• _Prompt_:
Using the entries that follow, collect the lines where the word "Basford" appears.

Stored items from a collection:
<<<<

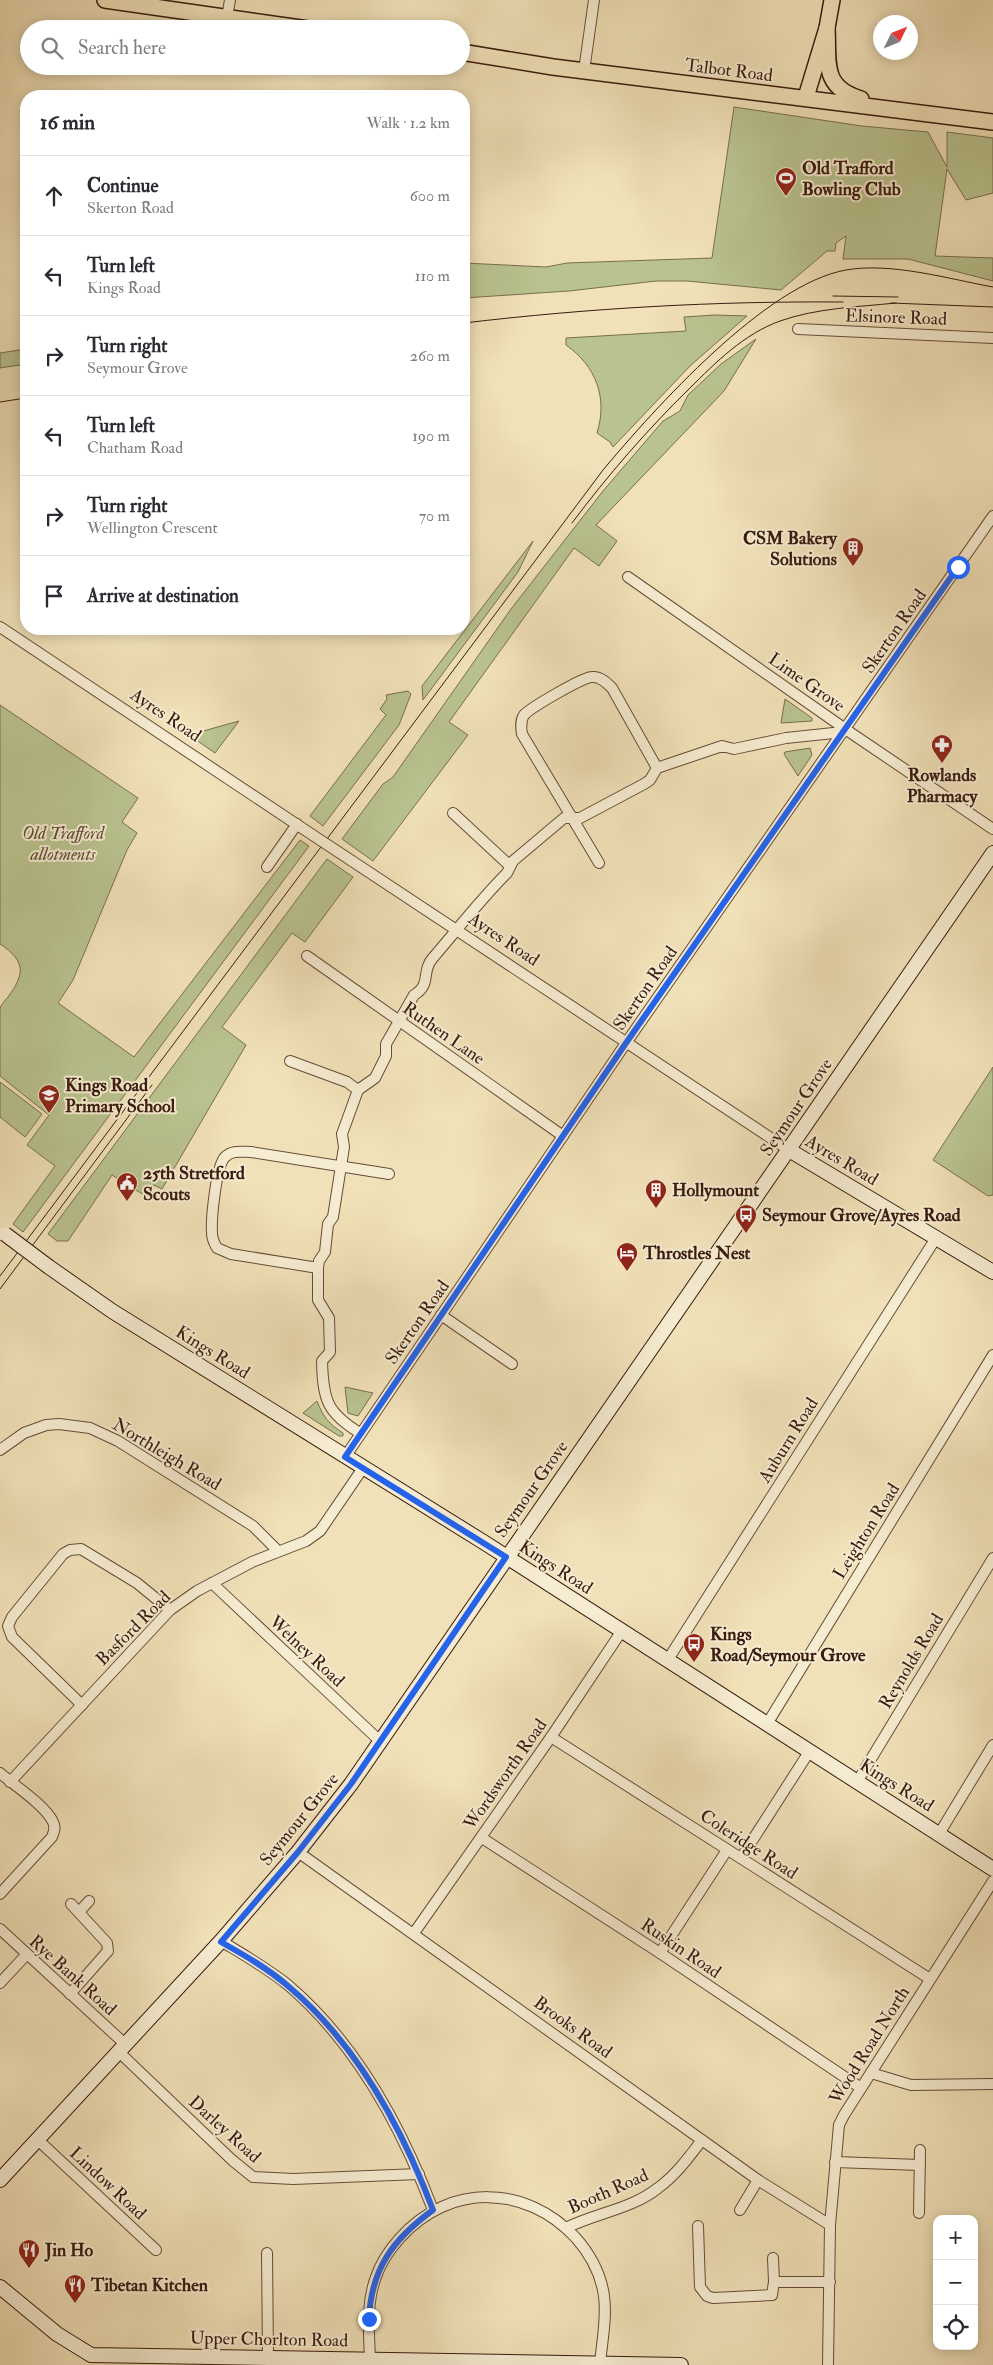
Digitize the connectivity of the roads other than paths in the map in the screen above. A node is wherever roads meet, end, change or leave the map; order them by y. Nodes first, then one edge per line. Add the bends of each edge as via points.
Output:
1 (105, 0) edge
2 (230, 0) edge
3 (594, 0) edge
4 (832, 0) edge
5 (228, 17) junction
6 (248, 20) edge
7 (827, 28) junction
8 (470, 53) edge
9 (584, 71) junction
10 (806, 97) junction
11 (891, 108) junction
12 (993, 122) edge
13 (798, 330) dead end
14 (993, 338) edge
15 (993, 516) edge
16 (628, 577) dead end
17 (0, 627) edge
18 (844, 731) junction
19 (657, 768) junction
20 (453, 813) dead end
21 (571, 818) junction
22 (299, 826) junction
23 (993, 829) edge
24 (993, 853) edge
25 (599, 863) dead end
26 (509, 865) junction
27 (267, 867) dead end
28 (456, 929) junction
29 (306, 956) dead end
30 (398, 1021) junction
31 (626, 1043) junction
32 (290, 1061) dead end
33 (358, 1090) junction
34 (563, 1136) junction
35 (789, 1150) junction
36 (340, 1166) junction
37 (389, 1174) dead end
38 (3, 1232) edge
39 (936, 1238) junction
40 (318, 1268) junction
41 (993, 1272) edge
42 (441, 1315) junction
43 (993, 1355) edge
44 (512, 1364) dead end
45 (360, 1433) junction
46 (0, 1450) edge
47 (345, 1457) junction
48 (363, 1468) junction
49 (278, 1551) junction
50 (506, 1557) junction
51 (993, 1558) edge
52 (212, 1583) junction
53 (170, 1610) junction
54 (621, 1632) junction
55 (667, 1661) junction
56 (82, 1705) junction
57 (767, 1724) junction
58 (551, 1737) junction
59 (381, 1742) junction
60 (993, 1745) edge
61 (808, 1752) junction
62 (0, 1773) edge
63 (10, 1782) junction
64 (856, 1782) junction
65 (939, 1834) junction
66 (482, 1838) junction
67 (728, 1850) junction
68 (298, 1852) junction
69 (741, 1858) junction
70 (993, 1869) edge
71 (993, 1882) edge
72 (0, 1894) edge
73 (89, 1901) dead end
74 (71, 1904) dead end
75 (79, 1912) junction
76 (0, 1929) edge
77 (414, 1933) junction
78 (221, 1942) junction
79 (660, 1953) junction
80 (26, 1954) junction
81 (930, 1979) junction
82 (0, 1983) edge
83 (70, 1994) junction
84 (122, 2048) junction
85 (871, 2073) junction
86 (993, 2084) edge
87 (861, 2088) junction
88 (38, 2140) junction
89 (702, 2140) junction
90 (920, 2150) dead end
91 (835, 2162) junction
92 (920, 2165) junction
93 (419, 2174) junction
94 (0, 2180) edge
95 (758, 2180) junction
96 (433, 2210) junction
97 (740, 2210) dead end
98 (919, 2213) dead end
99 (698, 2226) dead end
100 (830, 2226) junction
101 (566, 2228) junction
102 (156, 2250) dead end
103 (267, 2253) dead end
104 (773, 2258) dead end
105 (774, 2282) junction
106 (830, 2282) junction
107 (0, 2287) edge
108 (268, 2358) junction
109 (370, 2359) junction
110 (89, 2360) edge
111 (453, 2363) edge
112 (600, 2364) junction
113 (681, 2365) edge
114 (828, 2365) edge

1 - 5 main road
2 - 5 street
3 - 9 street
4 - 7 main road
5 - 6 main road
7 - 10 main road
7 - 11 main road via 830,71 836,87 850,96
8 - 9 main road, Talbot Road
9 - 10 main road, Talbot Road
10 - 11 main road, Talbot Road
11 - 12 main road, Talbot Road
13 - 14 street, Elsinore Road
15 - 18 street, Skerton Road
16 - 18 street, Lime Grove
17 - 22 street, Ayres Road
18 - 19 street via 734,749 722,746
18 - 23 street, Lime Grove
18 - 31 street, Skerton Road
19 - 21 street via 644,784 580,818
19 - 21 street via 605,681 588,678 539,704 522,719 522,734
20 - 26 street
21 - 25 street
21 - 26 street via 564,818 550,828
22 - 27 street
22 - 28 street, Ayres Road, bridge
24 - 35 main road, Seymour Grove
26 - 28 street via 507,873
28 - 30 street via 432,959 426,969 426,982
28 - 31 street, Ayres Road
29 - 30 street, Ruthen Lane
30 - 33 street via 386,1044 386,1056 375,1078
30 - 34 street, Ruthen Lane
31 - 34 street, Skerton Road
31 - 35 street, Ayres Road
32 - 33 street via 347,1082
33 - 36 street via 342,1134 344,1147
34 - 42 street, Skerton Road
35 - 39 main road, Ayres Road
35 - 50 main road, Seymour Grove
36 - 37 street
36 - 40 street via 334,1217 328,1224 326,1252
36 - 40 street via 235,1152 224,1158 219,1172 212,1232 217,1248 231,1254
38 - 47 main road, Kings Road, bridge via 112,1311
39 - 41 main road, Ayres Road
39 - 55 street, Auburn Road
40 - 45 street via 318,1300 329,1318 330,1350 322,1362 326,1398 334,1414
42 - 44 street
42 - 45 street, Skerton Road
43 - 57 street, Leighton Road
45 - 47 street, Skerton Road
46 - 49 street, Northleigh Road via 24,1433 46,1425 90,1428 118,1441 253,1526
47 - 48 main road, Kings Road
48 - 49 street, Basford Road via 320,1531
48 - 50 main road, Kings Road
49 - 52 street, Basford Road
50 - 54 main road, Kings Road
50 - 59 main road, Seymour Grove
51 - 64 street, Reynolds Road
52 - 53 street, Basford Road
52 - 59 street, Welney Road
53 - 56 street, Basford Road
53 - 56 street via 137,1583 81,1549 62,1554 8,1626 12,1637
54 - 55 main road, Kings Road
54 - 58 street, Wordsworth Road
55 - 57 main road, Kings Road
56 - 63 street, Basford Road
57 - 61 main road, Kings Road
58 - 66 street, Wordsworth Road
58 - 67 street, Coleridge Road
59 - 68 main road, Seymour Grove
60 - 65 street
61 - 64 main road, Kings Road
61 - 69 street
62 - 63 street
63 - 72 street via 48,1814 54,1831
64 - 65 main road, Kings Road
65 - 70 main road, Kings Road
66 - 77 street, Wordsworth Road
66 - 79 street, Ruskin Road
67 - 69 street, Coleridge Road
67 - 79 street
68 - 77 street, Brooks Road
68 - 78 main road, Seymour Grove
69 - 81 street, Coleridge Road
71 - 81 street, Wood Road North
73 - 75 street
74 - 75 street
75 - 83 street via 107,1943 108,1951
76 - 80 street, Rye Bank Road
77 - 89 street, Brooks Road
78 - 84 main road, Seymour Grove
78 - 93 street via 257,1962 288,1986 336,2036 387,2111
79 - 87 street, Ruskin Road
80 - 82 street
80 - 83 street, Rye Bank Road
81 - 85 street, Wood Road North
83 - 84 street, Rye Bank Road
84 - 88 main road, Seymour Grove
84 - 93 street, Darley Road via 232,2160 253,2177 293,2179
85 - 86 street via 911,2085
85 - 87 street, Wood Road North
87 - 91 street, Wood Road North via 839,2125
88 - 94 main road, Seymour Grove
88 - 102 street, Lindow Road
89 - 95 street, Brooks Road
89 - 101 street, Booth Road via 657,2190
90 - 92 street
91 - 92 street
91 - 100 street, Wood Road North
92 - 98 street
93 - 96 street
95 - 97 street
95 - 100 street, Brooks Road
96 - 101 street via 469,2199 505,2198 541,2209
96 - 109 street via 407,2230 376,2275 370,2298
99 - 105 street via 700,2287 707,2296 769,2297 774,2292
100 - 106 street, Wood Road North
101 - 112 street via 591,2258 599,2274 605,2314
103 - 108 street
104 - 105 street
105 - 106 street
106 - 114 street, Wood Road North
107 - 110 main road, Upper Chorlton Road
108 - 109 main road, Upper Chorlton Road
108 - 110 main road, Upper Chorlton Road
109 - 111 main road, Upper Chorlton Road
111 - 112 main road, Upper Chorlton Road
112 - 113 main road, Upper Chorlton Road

>>>>

• _Task answer_:
48 - 49 street, Basford Road via 320,1531
49 - 52 street, Basford Road
52 - 53 street, Basford Road
53 - 56 street, Basford Road
56 - 63 street, Basford Road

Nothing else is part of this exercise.